**Records for processing:**

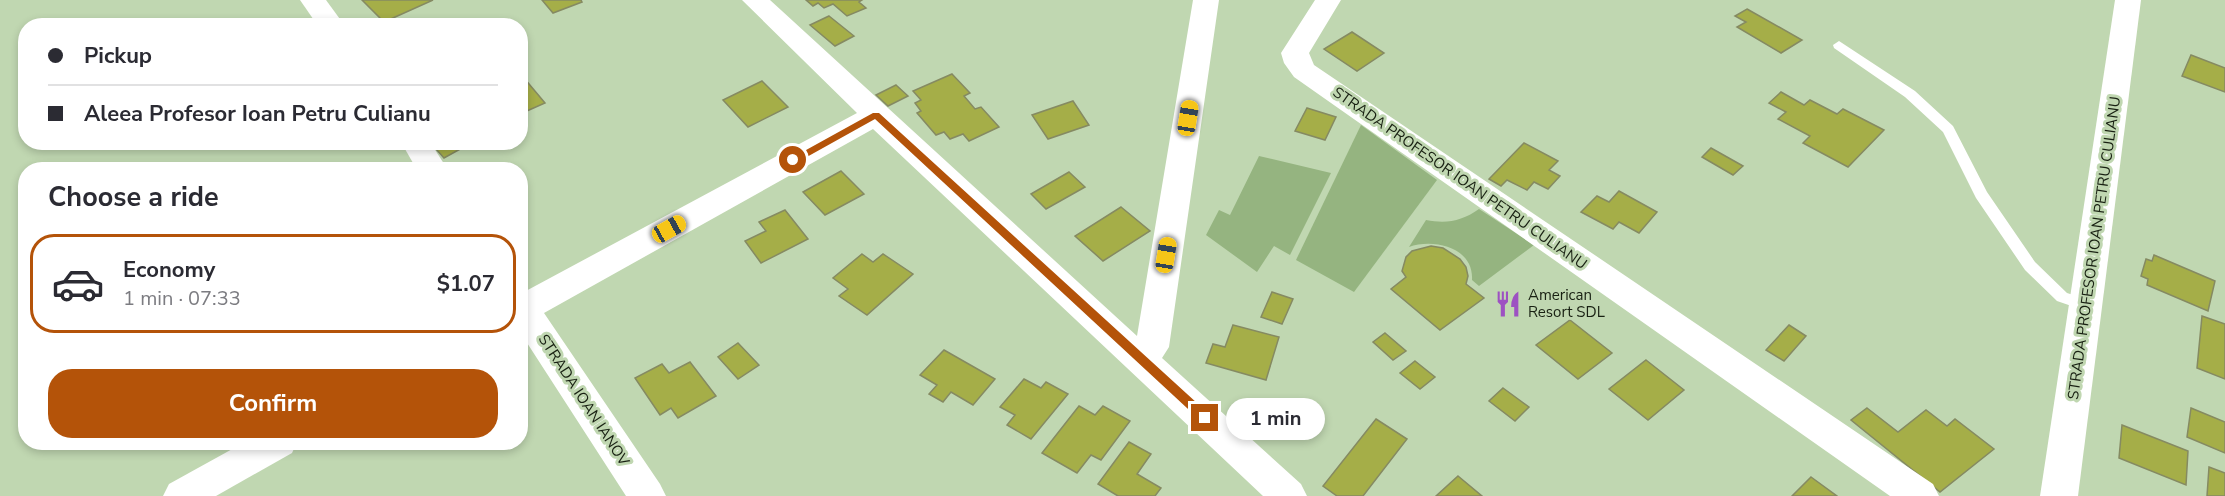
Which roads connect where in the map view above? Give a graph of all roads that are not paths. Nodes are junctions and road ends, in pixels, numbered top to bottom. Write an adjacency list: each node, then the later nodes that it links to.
1 (313, 0): 6 (street)
2 (755, 0): 8 (street)
3 (1206, 0): 12 (street)
4 (1328, 0): 17 (street, STRADA PROFESOR IOAN PETRU CULIANU)
5 (2128, 0): 10 (street, STRADA PROFESOR IOAN PETRU CULIANU)
6 (326, 18)
7 (1839, 45): 10 (lane)
8 (876, 115): 9 (street); 12 (street)
9 (528, 304)
10 (2085, 306): 18 (street, STRADA PROFESOR IOAN PETRU CULIANU)
11 (528, 316): 15 (street, STRADA IOAN IANOV)
12 (1138, 355): 16 (street)
13 (265, 450): 14 (street)
14 (182, 496)
15 (646, 496)
16 (1288, 496)
17 (1920, 496)
18 (2059, 496)

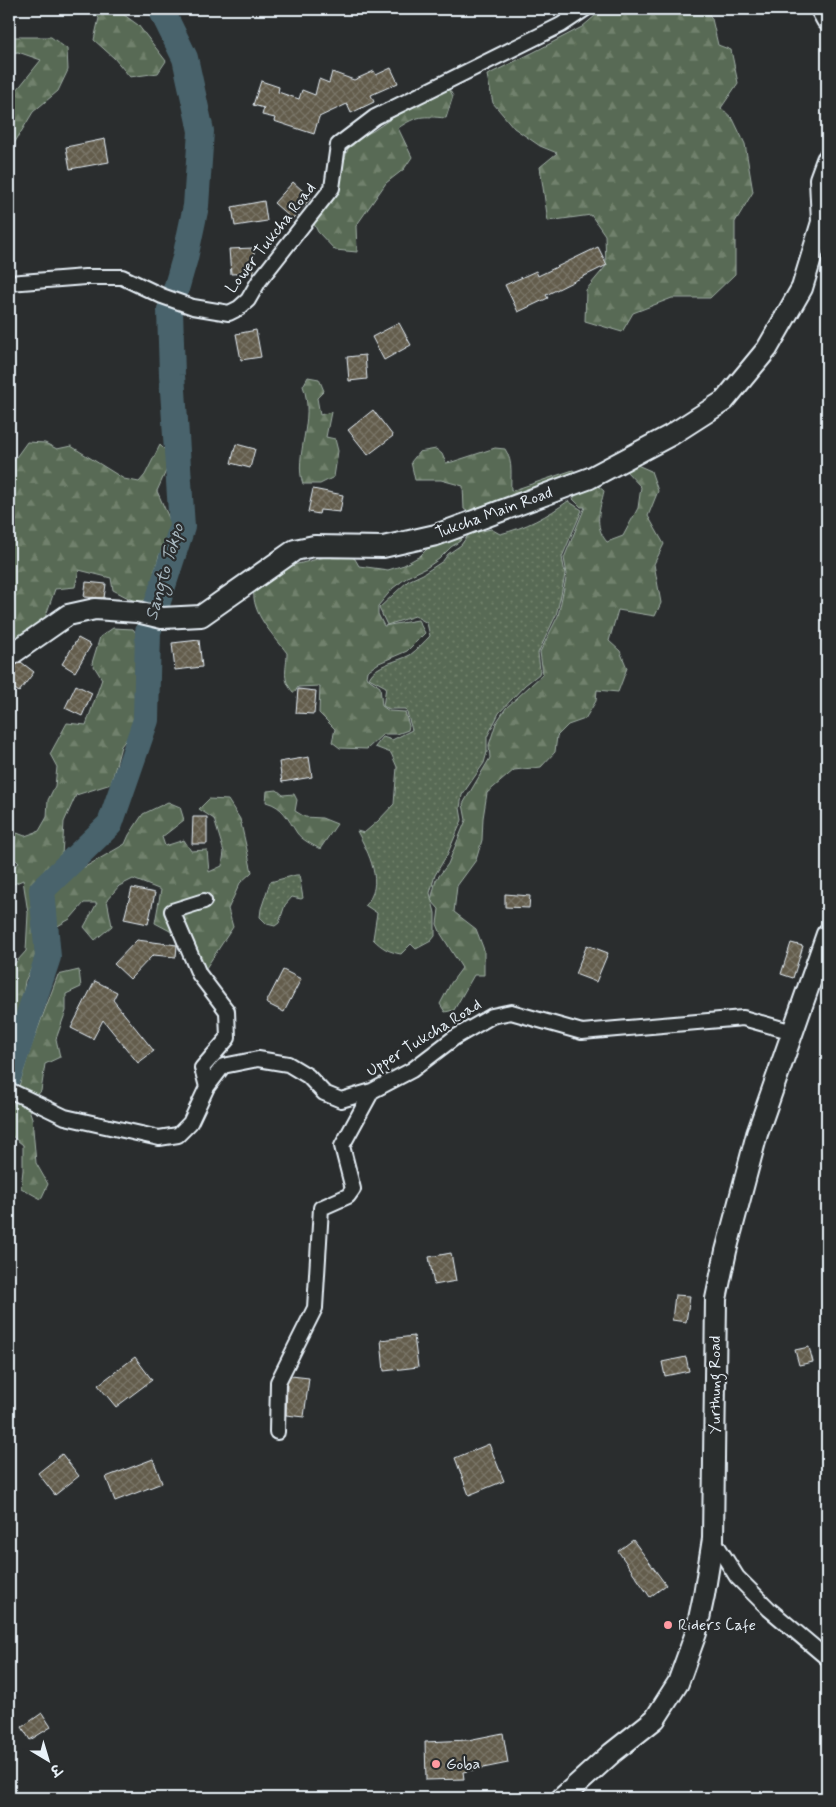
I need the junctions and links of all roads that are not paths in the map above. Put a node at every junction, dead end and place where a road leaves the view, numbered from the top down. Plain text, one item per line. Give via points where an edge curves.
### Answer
1 (585, 9) edge
2 (822, 9) edge
3 (827, 20) edge
4 (827, 160) edge
5 (9, 283) edge
6 (9, 656) edge
7 (204, 901) dead end
8 (827, 934) edge
9 (793, 1032) junction
10 (207, 1087) junction
11 (372, 1091) junction
12 (14, 1093) edge
13 (276, 1432) dead end
14 (714, 1538) junction
15 (827, 1658) edge
16 (562, 1798) edge

1 - 5 street, Lower Tukcha Road via 561,25 375,117 338,145 332,188 259,281 248,300 229,313 194,307 122,277
2 - 3 street
4 - 6 street, Tukcha Main Road via 820,178 822,222 802,288 767,349 724,401 671,435 590,478 436,535 383,547 314,546 295,550 200,616 162,618 137,612 95,609 68,615
7 - 10 street via 172,911 199,974 226,1010 228,1038 202,1068
8 - 9 street, Yurthung Road
9 - 11 street, Upper Tukcha Road via 743,1018 582,1032 510,1012 492,1016 454,1038 412,1070
9 - 14 street, Yurthung Road via 757,1134 716,1299
10 - 11 street, Upper Tukcha Road via 223,1066 258,1059 288,1064 308,1076 324,1092 341,1100
10 - 12 street, Upper Tukcha Road via 190,1123 178,1135 159,1138 65,1117
11 - 13 street via 342,1146 353,1189 348,1196 321,1208 315,1308 278,1382
14 - 15 street via 737,1577
14 - 16 street, Yurthung Road via 696,1633 678,1683 655,1719

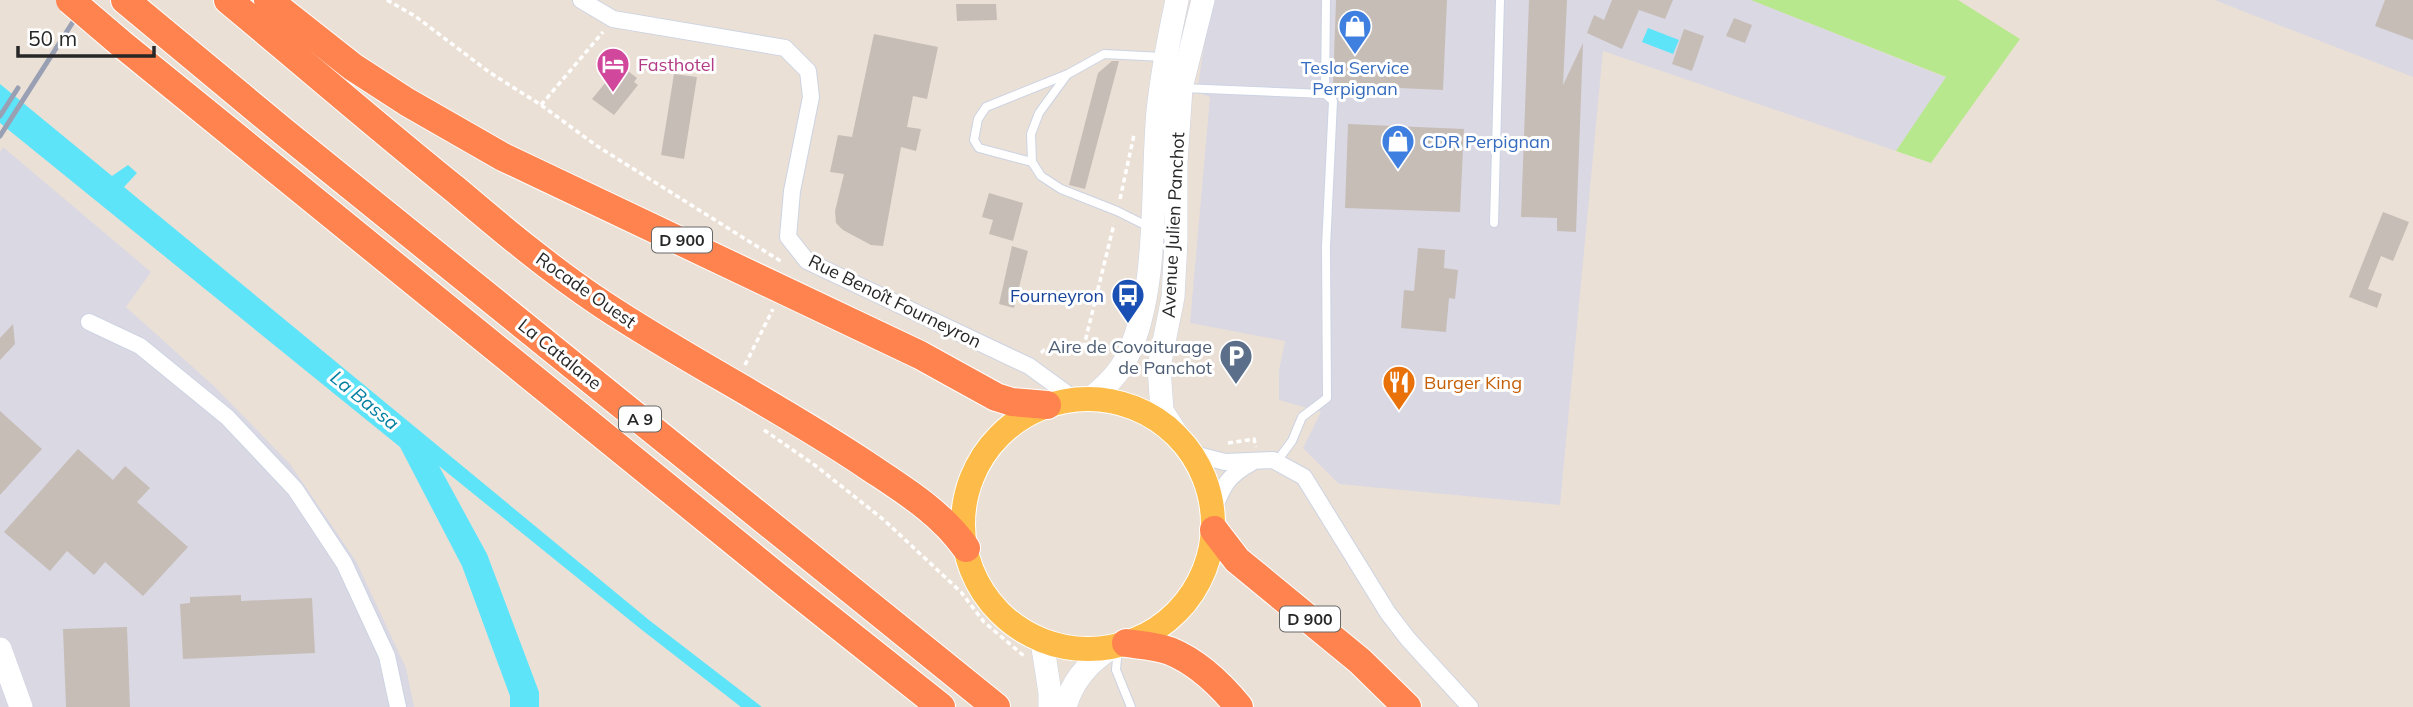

**Task brief:** Please write out exactly, and only, the lines from the beginning of the entries through the line containing "I need the junctions", including both and skipping all pictures.

**Completed exercise:**
Which roads connect where in the map view above? Give a graph of all roads that are not paths. Nodes are junctions and road ends, in pixels, numbered top to bottom. Write an adjacency list: each node, then the later nodes that it links to.
1 (313, 0): 6 (street)
2 (755, 0): 8 (street)
3 (1206, 0): 12 (street)
4 (1328, 0): 17 (street, STRADA PROFESOR IOAN PETRU CULIANU)
5 (2128, 0): 10 (street, STRADA PROFESOR IOAN PETRU CULIANU)
6 (326, 18)
7 (1839, 45): 10 (lane)
8 (876, 115): 9 (street); 12 (street)
9 (528, 304)
10 (2085, 306): 18 (street, STRADA PROFESOR IOAN PETRU CULIANU)
11 (528, 316): 15 (street, STRADA IOAN IANOV)
12 (1138, 355): 16 (street)
13 (265, 450): 14 (street)
14 (182, 496)
15 (646, 496)
16 (1288, 496)
17 (1920, 496)
18 (2059, 496)

I need the junctions and links of all roads that are not paths in the map above. Put a node at every junction, dead end and place where a road leaves the view, numbered from the top down. Plain text, one item per line. Give via points where an edge curves.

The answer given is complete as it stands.